WHAT THE EXERCISE ASKS: Go through the data and copy each line where the string "Univers" appears.

MATERIAL FOR THE TASK:
------------------------------------------------------------

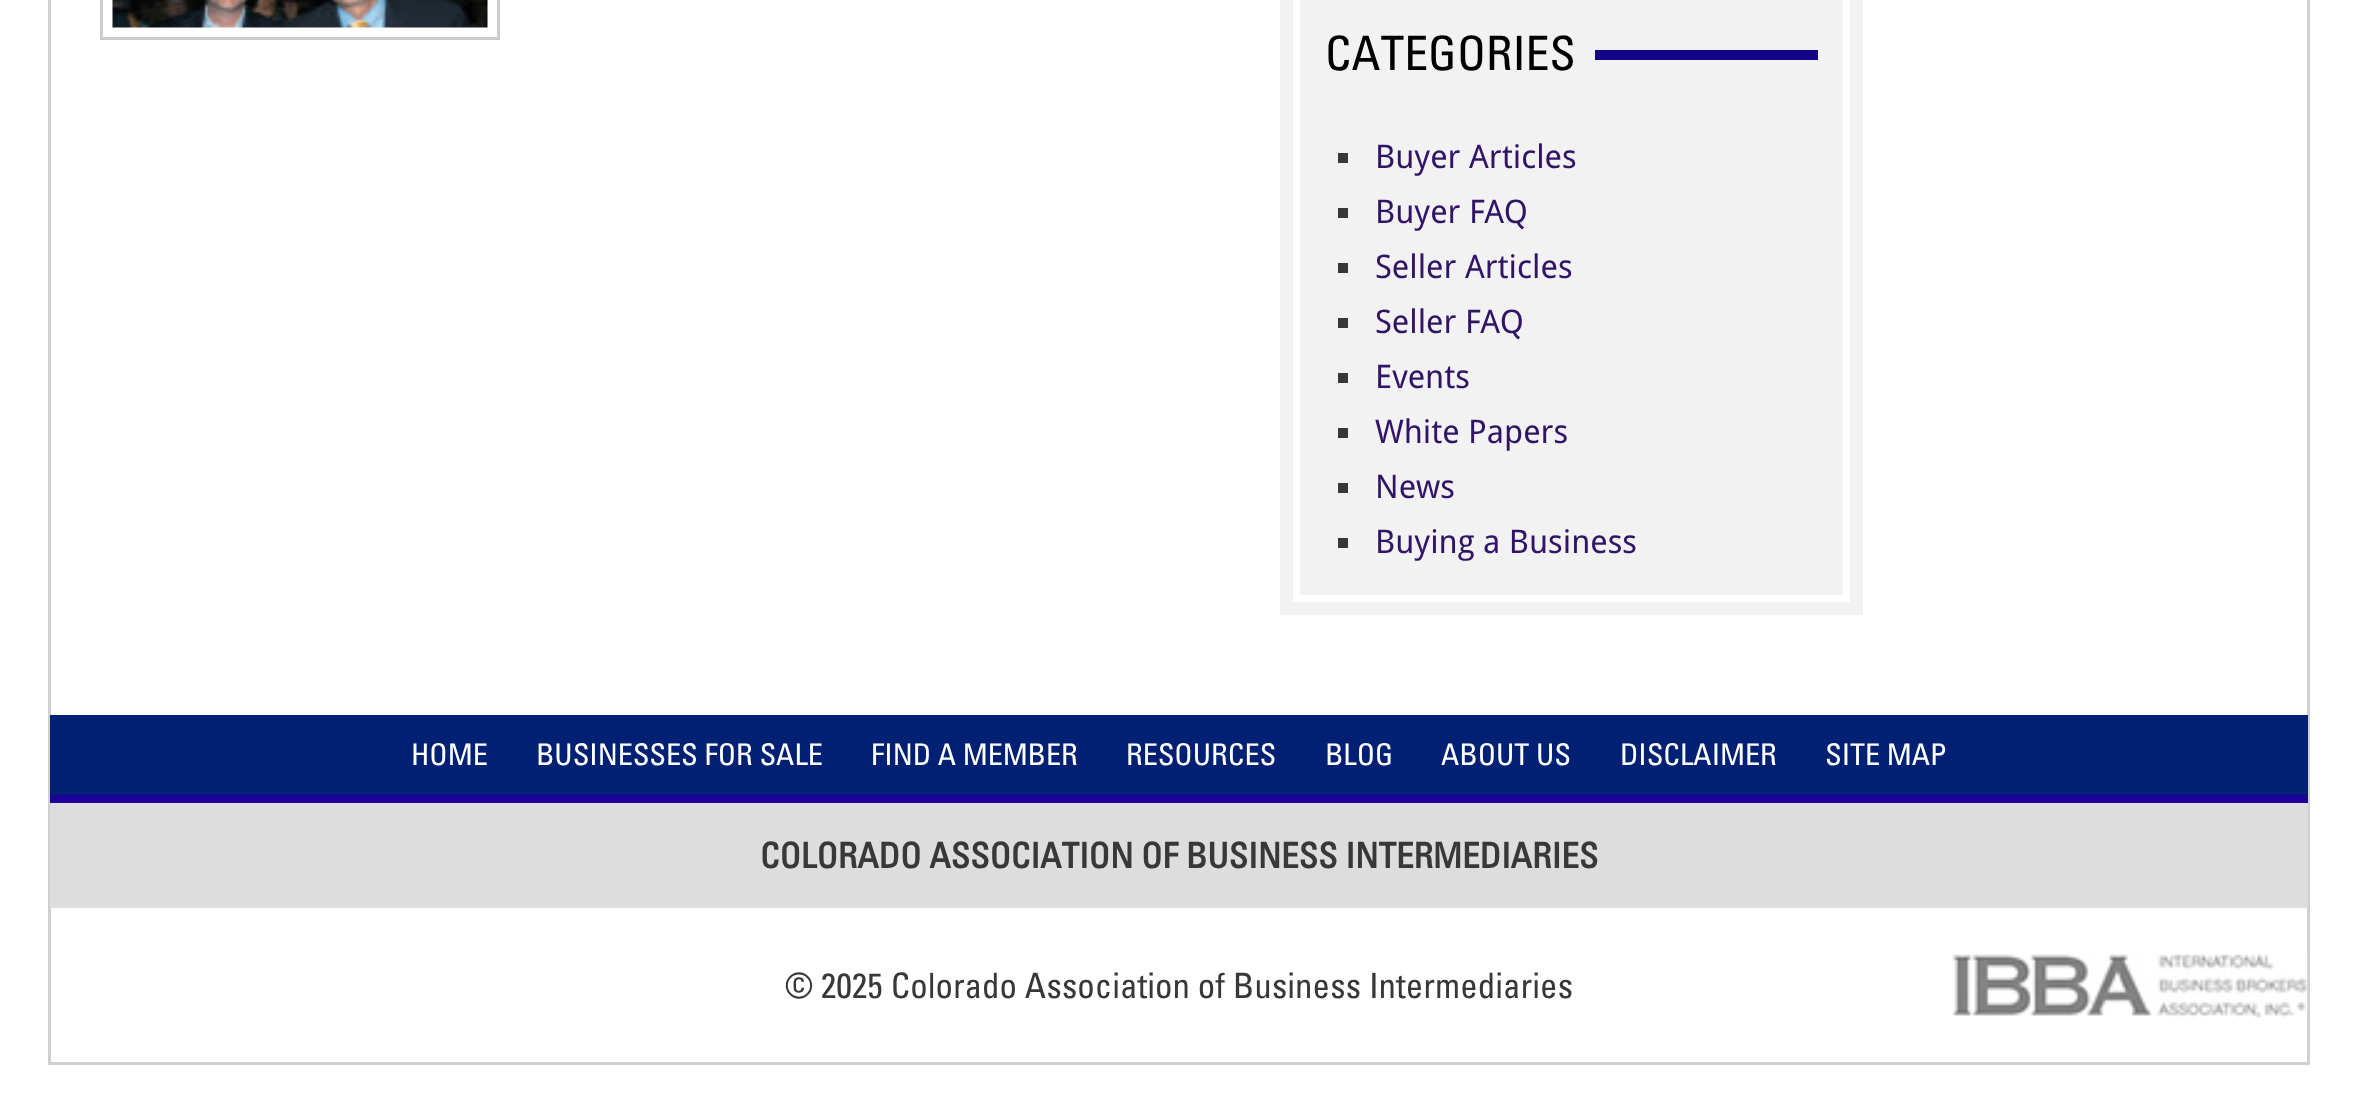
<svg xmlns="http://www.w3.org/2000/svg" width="2356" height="1114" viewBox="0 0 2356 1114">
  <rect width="100%" height="100%" fill="#fff"/>
  <path d="M49.5 -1.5h2259v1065H49.5z" fill="none" stroke="#d0d0d0" stroke-width="3"/>
  <path d="M101.5 -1.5h397v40H101.5z" fill="none" stroke="#ccc" stroke-width="3"/>
  <image x="112" y="0" width="376" height="28" href="img/1.png"/>
  <path d="M1286.5 -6.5h570v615H1286.5z" fill="none" stroke="#f2f2f2" stroke-width="13"/>
  <path d="M1300 0h543v595H1300z" fill="#f2f2f2"/>
  <path d="M1595 50h223v10H1595z" fill="#130485"/>
  <path d="M1338 153h10v10H1338z" fill="#383838"/>
  <path d="M1338 208h10v10H1338z" fill="#383838"/>
  <path d="M1338 263h10v10H1338z" fill="#383838"/>
  <path d="M1338 318h10v10H1338z" fill="#383838"/>
  <path d="M1338 373h10v10H1338z" fill="#383838"/>
  <path d="M1338 428h10v10H1338z" fill="#383838"/>
  <path d="M1338 483h10v10H1338z" fill="#383838"/>
  <path d="M1338 538h10v10H1338z" fill="#383838"/>
  <path d="M50 715h2258v80H50z" fill="#002073"/>
  <path d="M50 795h2258v8H50z" fill="#20009d"/>
  <path d="M50 803h2258v105H50z" fill="#ddd"/>
  <image x="1952" y="952" width="356" height="66" href="img/2.png"/>
  <text x="1325" y="70" font-family="'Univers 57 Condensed'" font-size="47.5" fill="#000">CATEGORIES</text>
  <g font-family="Droid Sans" font-size="32.5" fill="#311466">
    <text x="1375" y="168">Buyer Articles</text>
    <text x="1375" y="223">Buyer FAQ</text>
    <text x="1375" y="278">Seller Articles</text>
    <text x="1375" y="333">Seller FAQ</text>
    <text x="1375" y="388">Events</text>
    <text x="1375" y="443">White Papers</text>
    <text x="1375" y="498">News</text>
    <text x="1375" y="553">Buying a Business</text>
  </g>
  <g font-family="'Univers 57 Condensed'" font-size="30" fill="#fff">
    <text x="411" y="765">HOME</text>
    <text x="536" y="765">BUSINESSES FOR SALE</text>
    <text x="871" y="765">FIND A MEMBER</text>
    <text x="1126" y="765">RESOURCES</text>
    <text x="1325" y="765">BLOG</text>
    <text x="1441" y="765">ABOUT US</text>
    <text x="1620" y="765">DISCLAIMER</text>
    <text x="1825" y="765">SITE MAP</text>
  </g>
  <text x="760" y="868" font-family="'Univers 57 Condensed'" font-size="35" font-weight="bold" fill="#383838">COLORADO ASSOCIATION OF BUSINESS INTERMEDIARIES</text>
  <text x="785" y="998" font-family="'Univers 57 Condensed'" font-size="35" fill="#383838">© 2025 Colorado Association of Business Intermediaries</text>
</svg>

------------------------------------------------------------

RESPONSE TO THE TASK:
  <text x="1325" y="70" font-family="'Univers 57 Condensed'" font-size="47.5" fill="#000">CATEGORIES</text>
  <g font-family="'Univers 57 Condensed'" font-size="30" fill="#fff">
  <text x="760" y="868" font-family="'Univers 57 Condensed'" font-size="35" font-weight="bold" fill="#383838">COLORADO ASSOCIATION OF BUSINESS INTERMEDIARIES</text>
  <text x="785" y="998" font-family="'Univers 57 Condensed'" font-size="35" fill="#383838">© 2025 Colorado Association of Business Intermediaries</text>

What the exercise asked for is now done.